Petros Hadjicostas, Jul 03 2020

Despite the fact that both the numerator and denominator in the formula M(t) = m(-2*t)/(exp(2*gamma*t)*Gamma(1 + 2*t)) each have a Taylor expansion around t = 0 with a radius of convergence equal to 1/2, the moment generating function M(t) has a Taylor expansion around t = 0 with an infinite radius of convergence. This was proved in Rösler (1991).
The formula for M(t) appears as Theorem 6.1 in Tan and Hadjicostas (1993) and derives from the work of Hennequin (1991).
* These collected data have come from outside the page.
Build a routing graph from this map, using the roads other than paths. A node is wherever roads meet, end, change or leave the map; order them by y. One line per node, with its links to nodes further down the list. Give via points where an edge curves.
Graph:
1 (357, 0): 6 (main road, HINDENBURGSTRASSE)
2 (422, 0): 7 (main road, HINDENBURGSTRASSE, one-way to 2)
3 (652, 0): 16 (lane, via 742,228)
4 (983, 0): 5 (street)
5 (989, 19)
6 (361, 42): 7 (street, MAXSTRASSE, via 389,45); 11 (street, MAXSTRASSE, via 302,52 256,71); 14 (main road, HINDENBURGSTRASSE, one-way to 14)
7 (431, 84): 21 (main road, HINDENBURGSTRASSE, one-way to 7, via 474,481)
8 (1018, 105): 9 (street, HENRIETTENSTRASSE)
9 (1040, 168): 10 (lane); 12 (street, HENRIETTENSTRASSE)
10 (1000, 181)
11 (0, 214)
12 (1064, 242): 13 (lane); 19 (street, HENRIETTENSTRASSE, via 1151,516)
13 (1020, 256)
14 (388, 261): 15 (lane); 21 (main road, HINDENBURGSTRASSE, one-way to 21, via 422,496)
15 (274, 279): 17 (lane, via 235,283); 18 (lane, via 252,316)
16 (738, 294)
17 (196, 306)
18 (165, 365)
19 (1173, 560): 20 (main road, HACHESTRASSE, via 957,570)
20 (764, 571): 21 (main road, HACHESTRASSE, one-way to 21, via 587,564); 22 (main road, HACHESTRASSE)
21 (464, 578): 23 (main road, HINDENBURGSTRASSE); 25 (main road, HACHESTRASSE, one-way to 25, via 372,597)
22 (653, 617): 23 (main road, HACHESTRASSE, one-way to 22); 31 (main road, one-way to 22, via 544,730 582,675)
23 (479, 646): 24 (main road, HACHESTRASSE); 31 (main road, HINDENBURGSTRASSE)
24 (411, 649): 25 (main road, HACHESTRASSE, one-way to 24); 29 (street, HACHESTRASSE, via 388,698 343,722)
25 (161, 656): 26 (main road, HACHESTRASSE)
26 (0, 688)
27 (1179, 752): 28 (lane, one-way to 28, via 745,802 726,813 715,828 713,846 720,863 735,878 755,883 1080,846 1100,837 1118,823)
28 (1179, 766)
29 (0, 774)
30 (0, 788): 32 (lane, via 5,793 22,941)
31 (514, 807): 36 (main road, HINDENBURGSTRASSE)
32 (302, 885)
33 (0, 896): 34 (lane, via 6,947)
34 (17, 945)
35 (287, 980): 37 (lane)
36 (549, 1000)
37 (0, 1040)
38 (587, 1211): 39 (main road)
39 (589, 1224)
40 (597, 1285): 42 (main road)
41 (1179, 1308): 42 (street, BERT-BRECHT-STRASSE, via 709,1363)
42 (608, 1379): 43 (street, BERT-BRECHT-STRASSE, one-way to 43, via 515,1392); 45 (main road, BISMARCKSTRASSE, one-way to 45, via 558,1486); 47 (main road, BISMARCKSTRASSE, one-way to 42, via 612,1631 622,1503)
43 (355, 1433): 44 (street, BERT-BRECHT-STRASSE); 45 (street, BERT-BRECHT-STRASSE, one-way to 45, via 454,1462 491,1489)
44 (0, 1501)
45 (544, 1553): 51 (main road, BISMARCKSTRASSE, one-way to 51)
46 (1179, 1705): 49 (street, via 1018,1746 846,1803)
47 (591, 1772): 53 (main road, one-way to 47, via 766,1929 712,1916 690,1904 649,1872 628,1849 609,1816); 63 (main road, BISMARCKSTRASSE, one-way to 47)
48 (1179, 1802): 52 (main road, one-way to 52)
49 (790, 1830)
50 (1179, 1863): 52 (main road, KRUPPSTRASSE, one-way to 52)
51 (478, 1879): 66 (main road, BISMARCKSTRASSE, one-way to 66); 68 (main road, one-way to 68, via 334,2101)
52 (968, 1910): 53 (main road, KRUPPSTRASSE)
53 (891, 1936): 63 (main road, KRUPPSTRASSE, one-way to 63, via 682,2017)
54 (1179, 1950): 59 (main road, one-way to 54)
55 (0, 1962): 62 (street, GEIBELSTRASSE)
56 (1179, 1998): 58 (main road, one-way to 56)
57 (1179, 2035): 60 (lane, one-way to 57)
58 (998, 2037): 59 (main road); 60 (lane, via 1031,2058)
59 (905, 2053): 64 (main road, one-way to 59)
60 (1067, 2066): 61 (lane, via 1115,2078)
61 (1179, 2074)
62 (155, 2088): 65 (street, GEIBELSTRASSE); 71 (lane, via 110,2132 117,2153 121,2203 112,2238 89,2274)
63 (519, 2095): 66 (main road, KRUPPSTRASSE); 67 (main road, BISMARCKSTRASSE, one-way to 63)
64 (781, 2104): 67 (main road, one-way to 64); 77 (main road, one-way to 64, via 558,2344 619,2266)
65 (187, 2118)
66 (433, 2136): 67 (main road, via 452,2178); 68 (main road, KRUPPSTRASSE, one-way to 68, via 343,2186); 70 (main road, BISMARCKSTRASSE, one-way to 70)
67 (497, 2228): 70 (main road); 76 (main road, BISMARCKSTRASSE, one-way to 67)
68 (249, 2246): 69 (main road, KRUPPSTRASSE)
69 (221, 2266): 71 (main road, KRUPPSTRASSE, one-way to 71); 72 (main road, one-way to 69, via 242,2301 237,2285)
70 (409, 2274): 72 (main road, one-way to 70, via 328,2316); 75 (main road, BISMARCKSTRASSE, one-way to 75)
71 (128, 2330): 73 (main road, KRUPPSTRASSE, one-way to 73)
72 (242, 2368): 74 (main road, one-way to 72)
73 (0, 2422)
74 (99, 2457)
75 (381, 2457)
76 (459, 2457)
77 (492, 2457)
Hennequin conjectured a cumulant formula for the limiting distribution of the number of comparisons in quicksort in his 1989 paper, and he proved it in his 1991 thesis.
The numbers (B(n): n >= 0), with B(0) = 1 and B(0) = 0, are given (for p >= 0) by the recurrence.
Sum_{r=0..p} Stirling1(p+2, r+1)*B(p-r)/(p-r)! + Sum_{r=0..p} F(r)*F(p-r) = 0, where F(r) = Sum_{i=0..r} Stirling1(r+1,i+1)*G(r-i) and G(k) = Sum_{a=0..k} (-1)^a*B(k-a)/(a!*(k-a)!*2^a).
The numbers A(n) = L_n(B(1),...,B(n)) = A330852(n)/A330860(n), where L_n(x_1,...,x_n) are the logarithmic polynomials of Bell, appear in Hennequin's cumulant formula.
Hoffman and Kuba (2019, 2020) gave an alternative proof of Hennequin's cumulant formula and gave an alternative calculation for the constants (-2)^n*A(n), which they denote by a_n. See also Finch (2020).
Hoffman and Kuba (2019-2020, Proposition 17) express the constants c(n) = B(n)*(-2)^n = A329001(n)/A330876(n) in terms of "tiered binomial coefficients". In terms of the constants c(n), the moment generating function equals M(t) = Sum_{n >= 0} (c(n)*t^n/n!)/(exp(2*gamma*t)*Gamma(1 + 2*t)) for |t| < 1/2.
Tan and Hadjicostas (1993) proved that lim_{n -> infinity} B(n)/n! = nu, where nu = 0.589164... (approximately). Also, M(-1/2) = nu*exp(gamma), where gamma = A001620 (Euler's constant). (It seems that nu is close to Pi^(1/3) * exp(-1/3 - gamma), but we have no theoretical evidence for that.)
The PARI program below is based on a Maple program in Tan and Hadjicostas (1993).
The rest of the references give the theory of the limiting distribution of the number of comparisons in quicksort (and for that reason we omit any discussion of that topic).

			The first few fractions are 1/1, 0/1, 7/4, 19/8, 565/36, 229621/3456, 74250517/172800, 30532750703/10368000, 90558126238639/3810240000, ... = A335990/A335991.

Pascal Hennequin, Analyse en moyenne d'algorithmes, tri rapide et arbres de recherche, Ph.D. Thesis, L'École Polytechnique Palaiseau (1991), p. 83.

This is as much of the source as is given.